> _EXERCISE INPUTS_

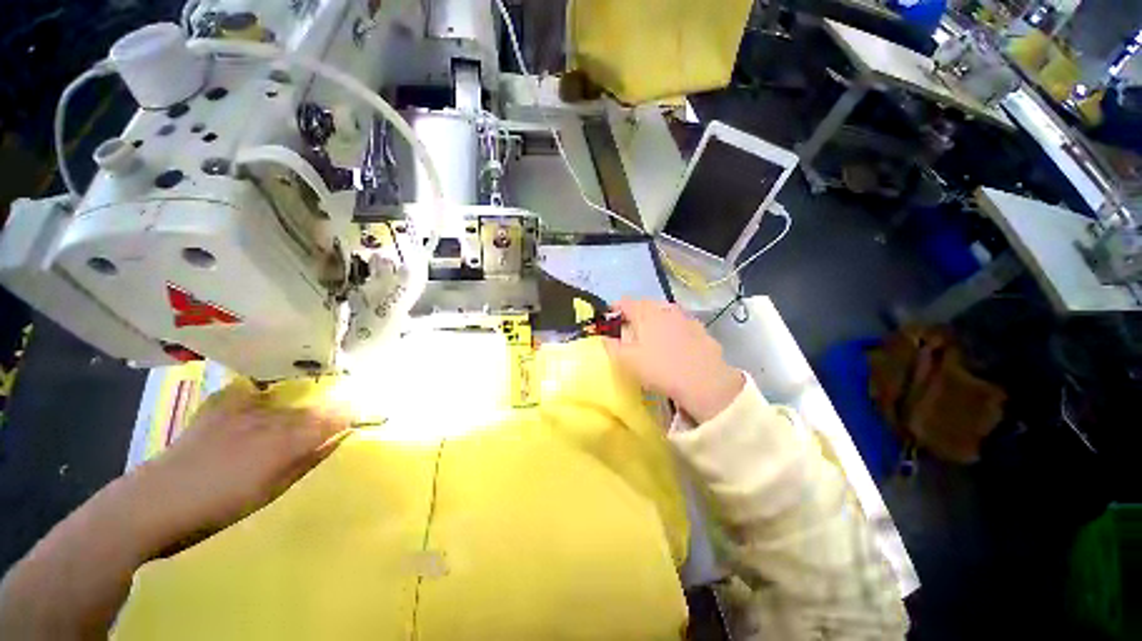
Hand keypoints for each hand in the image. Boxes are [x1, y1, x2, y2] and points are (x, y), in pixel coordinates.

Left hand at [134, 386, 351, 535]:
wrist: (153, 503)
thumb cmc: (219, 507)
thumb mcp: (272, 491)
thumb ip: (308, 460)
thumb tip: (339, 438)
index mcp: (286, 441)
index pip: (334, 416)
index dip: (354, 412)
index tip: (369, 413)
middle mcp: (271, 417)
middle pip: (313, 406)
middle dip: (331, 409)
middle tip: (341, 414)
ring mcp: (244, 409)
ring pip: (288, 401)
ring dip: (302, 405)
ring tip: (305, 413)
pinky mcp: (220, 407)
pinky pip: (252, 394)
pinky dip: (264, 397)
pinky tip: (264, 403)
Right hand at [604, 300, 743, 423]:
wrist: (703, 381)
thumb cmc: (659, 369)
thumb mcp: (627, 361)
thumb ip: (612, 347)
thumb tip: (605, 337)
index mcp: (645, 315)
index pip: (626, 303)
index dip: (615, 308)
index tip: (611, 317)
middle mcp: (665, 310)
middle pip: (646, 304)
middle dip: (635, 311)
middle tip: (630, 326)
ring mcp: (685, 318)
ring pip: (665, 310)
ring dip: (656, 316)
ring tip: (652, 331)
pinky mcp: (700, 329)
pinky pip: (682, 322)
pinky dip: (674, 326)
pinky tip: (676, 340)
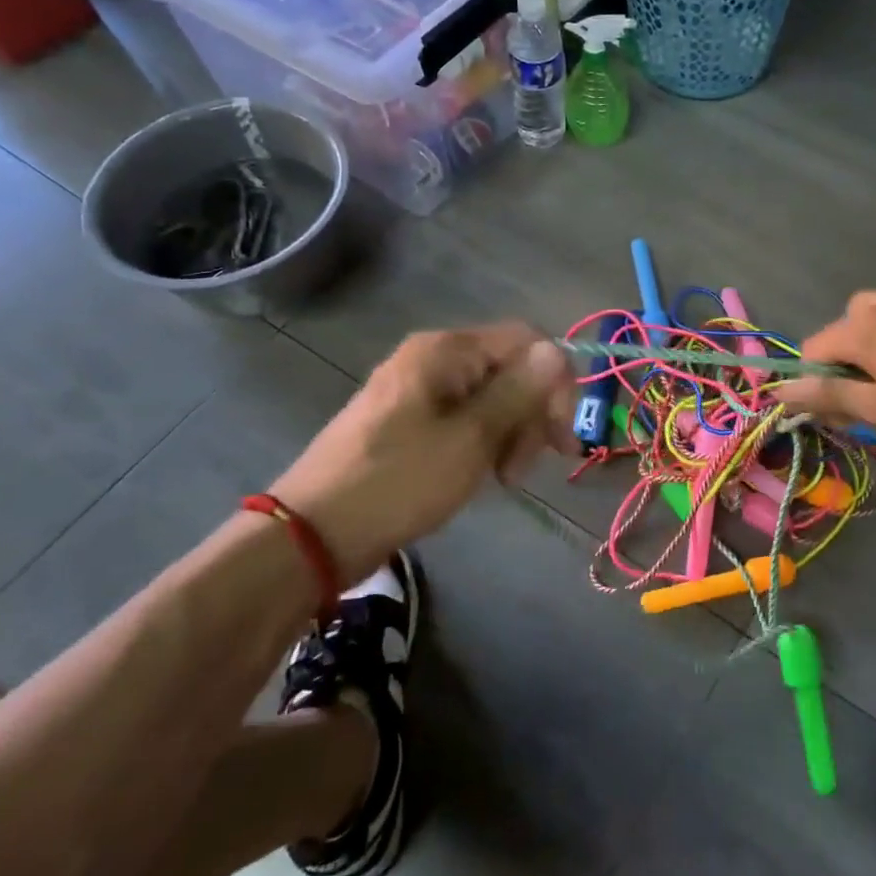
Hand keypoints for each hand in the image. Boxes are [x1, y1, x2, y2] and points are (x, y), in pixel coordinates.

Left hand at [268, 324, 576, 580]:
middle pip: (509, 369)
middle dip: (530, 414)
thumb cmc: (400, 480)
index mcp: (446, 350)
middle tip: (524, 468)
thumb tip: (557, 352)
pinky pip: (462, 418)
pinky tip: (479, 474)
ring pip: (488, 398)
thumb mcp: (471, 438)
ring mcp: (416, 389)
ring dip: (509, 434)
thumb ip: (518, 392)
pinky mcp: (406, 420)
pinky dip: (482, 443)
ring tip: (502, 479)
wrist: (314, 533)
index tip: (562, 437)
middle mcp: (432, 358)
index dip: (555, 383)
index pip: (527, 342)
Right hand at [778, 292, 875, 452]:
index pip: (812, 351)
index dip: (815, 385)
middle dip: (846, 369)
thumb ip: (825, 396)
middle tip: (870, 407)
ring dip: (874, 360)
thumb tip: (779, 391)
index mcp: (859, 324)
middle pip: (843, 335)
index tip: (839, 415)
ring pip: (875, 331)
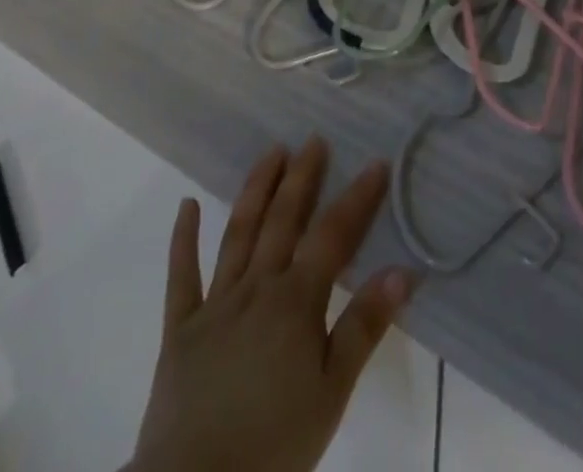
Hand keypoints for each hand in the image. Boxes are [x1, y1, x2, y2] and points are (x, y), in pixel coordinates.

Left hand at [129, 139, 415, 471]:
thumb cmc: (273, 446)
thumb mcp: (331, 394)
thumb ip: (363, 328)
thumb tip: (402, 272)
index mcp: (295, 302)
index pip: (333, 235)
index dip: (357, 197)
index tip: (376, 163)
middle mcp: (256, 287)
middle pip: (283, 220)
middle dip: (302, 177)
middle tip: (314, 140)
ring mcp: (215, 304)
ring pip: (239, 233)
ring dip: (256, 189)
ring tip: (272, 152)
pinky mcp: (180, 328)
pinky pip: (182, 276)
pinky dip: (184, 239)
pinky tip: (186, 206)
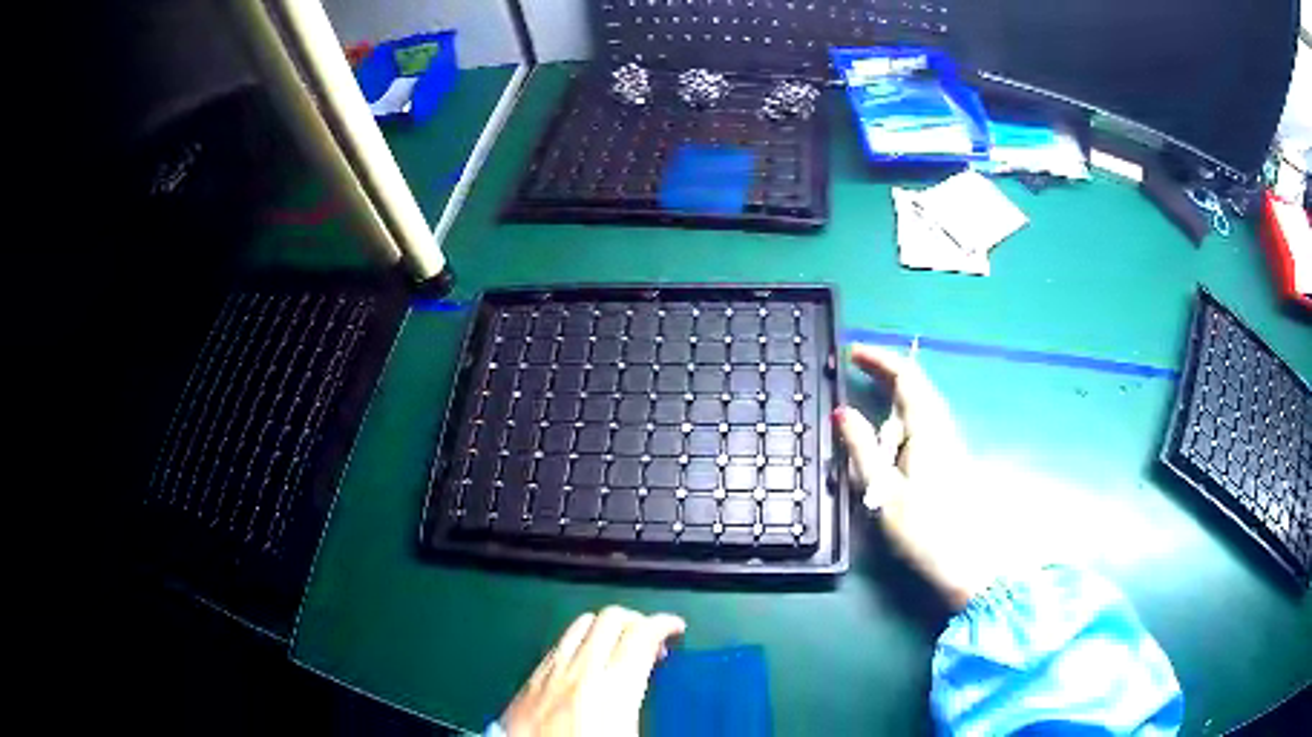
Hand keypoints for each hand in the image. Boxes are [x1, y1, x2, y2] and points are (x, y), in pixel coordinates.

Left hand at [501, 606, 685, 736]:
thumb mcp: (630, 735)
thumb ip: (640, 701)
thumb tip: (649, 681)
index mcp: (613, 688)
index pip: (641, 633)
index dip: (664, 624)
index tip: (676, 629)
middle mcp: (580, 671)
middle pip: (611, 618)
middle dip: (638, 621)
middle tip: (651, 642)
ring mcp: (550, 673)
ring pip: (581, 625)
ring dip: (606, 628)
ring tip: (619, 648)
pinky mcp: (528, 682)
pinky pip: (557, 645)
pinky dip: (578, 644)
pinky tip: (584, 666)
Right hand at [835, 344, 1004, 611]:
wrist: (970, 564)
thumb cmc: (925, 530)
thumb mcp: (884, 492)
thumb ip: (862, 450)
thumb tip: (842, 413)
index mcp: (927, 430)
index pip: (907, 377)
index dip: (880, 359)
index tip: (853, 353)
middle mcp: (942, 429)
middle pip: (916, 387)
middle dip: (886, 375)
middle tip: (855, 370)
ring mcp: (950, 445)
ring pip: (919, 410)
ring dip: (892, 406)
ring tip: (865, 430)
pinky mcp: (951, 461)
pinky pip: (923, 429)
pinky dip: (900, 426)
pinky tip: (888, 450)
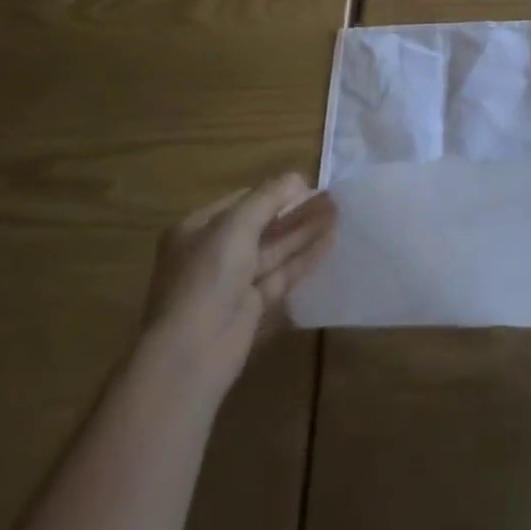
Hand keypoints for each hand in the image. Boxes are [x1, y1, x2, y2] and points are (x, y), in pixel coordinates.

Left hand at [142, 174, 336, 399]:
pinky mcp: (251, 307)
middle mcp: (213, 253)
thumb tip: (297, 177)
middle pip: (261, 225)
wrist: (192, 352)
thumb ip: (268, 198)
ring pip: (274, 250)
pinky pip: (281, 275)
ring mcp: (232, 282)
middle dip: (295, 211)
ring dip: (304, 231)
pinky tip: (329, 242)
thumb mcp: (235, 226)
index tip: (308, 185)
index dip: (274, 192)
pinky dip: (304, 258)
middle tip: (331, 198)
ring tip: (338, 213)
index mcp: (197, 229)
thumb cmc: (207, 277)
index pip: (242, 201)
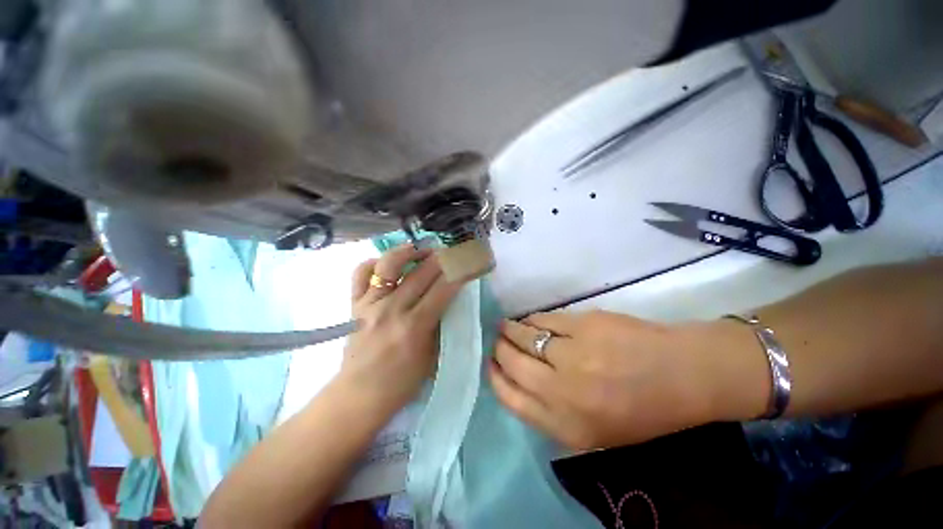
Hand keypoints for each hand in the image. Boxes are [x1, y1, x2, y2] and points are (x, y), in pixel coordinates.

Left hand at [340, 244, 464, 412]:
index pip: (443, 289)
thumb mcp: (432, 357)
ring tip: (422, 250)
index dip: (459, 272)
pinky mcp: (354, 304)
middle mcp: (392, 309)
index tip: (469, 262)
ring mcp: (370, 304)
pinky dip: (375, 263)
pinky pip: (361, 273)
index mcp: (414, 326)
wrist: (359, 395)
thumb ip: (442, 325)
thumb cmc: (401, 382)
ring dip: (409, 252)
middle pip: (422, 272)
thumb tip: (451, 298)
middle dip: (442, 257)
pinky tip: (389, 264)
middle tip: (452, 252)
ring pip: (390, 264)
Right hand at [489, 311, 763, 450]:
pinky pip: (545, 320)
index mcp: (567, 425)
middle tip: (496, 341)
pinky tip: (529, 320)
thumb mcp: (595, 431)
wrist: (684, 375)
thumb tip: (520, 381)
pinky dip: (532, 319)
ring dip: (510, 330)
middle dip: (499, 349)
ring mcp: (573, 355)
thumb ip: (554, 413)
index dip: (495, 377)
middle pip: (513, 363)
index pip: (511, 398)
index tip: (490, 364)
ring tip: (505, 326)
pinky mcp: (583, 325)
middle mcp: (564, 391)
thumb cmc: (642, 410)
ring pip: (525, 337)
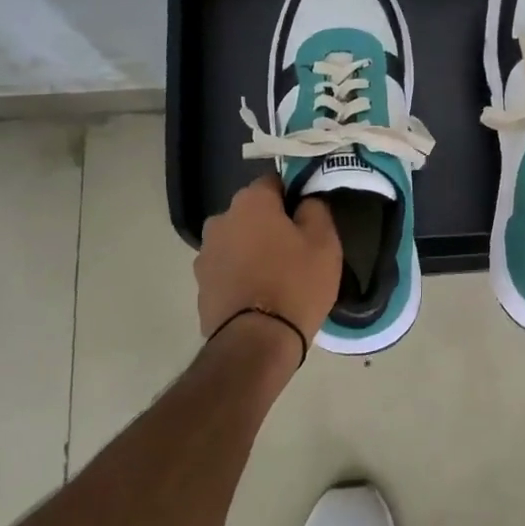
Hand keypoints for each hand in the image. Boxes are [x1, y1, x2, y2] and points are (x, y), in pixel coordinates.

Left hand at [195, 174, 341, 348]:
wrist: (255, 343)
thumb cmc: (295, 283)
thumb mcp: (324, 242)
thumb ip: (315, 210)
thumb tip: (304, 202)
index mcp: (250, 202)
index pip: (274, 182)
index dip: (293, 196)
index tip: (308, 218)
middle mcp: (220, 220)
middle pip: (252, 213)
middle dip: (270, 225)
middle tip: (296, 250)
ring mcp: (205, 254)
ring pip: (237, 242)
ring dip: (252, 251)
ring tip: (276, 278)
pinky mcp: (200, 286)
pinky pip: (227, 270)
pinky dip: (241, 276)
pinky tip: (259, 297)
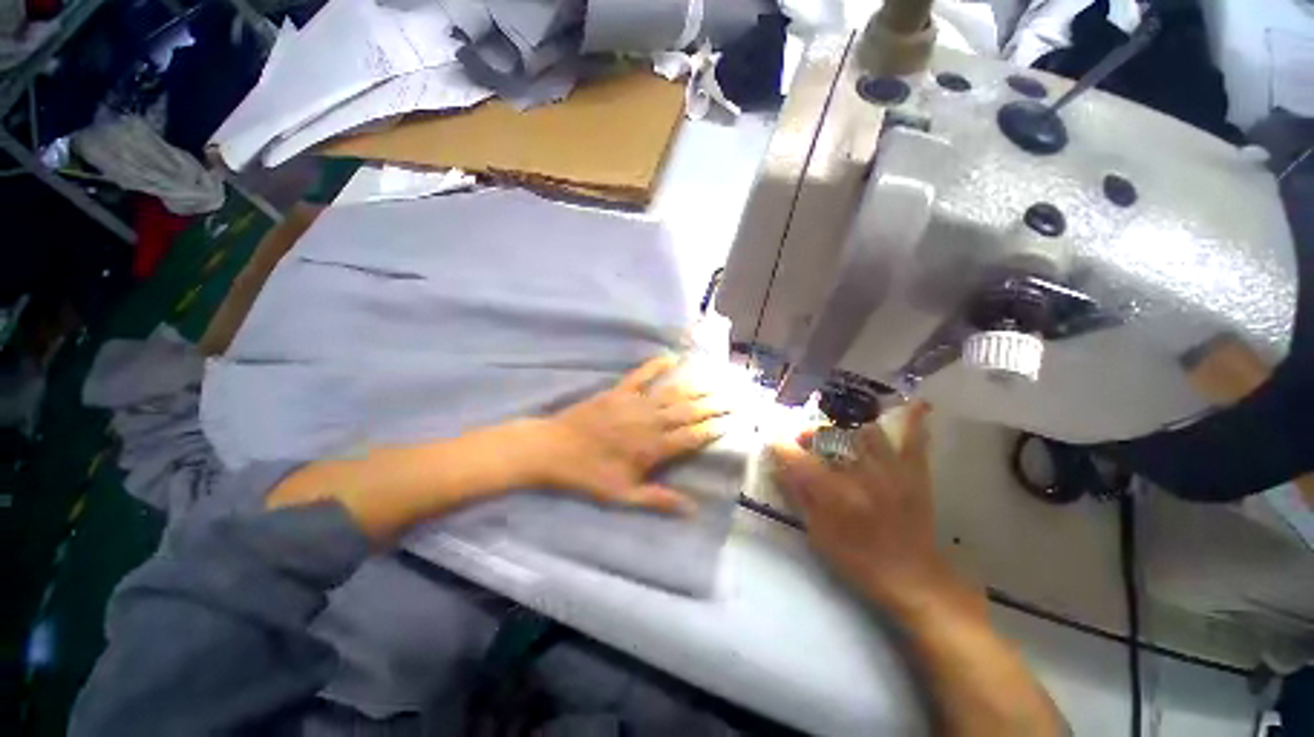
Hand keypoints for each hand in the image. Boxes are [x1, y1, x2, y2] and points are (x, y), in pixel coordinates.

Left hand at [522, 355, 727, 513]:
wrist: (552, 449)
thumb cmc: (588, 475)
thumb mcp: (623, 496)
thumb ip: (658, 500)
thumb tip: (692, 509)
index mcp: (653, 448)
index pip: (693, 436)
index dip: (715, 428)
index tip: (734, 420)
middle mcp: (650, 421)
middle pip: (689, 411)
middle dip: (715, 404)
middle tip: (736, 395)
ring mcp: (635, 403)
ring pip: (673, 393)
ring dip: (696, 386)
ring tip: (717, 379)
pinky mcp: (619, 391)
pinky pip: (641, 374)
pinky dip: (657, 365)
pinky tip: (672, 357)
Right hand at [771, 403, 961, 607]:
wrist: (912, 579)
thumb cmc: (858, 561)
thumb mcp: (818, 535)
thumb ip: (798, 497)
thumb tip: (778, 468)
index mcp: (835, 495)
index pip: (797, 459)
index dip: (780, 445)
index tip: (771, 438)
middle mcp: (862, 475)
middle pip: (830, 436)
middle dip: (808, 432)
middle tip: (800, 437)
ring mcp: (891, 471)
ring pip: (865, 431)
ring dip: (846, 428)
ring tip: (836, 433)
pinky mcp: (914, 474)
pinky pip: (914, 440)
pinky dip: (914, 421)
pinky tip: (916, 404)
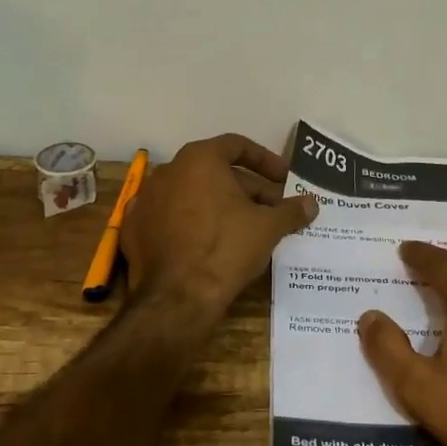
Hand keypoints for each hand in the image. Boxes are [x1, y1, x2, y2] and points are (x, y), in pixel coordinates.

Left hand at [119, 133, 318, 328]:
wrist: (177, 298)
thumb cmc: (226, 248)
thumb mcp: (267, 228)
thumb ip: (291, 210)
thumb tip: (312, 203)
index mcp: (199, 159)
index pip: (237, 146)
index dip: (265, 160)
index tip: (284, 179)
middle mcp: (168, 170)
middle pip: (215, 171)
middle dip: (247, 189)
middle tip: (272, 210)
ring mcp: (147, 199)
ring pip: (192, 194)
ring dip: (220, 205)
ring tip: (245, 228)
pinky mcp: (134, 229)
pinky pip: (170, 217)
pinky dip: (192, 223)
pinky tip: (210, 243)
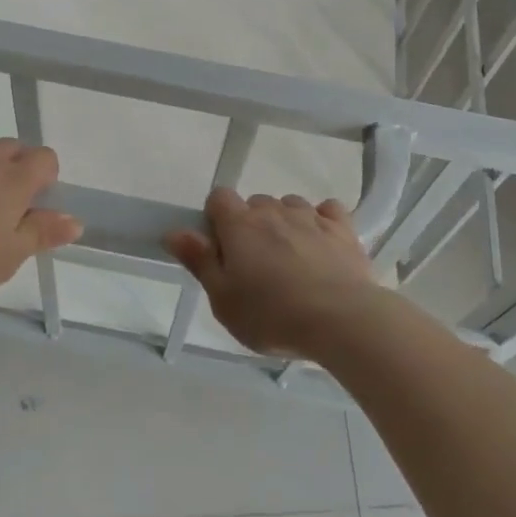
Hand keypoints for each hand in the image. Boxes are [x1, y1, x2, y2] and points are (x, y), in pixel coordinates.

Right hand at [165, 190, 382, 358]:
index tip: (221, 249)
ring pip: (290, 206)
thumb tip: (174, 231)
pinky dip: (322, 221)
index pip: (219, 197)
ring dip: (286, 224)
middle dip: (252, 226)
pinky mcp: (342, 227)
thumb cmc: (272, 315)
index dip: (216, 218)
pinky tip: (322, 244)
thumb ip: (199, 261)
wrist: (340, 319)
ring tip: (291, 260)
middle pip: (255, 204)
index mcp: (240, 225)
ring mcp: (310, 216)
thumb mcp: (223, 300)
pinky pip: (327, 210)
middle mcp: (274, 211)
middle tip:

> _INSTRUCTIONS FOR THE TASK_
Put down exactly the lines of the data above that run from its first line through the line bearing "ring mcp: (244, 409)", and no pictures.

> _OUTPUT OF THE TASK_
Hand keypoints for each hand in the image. Boxes are [x1, y1, x2, y2] and points are (x, y), in pixel coordinates.

Left hand at [134, 386, 351, 535]:
wrist: (153, 503)
thumb cmc: (219, 507)
thumb mcp: (272, 491)
thumb ip: (308, 460)
thumb tip: (339, 438)
index mcp: (286, 441)
index pip: (334, 416)
index dip: (354, 412)
index tip: (369, 413)
middle mcp: (271, 417)
middle pip: (313, 406)
middle dip: (331, 409)
middle tip: (341, 414)
ring mcp: (244, 409)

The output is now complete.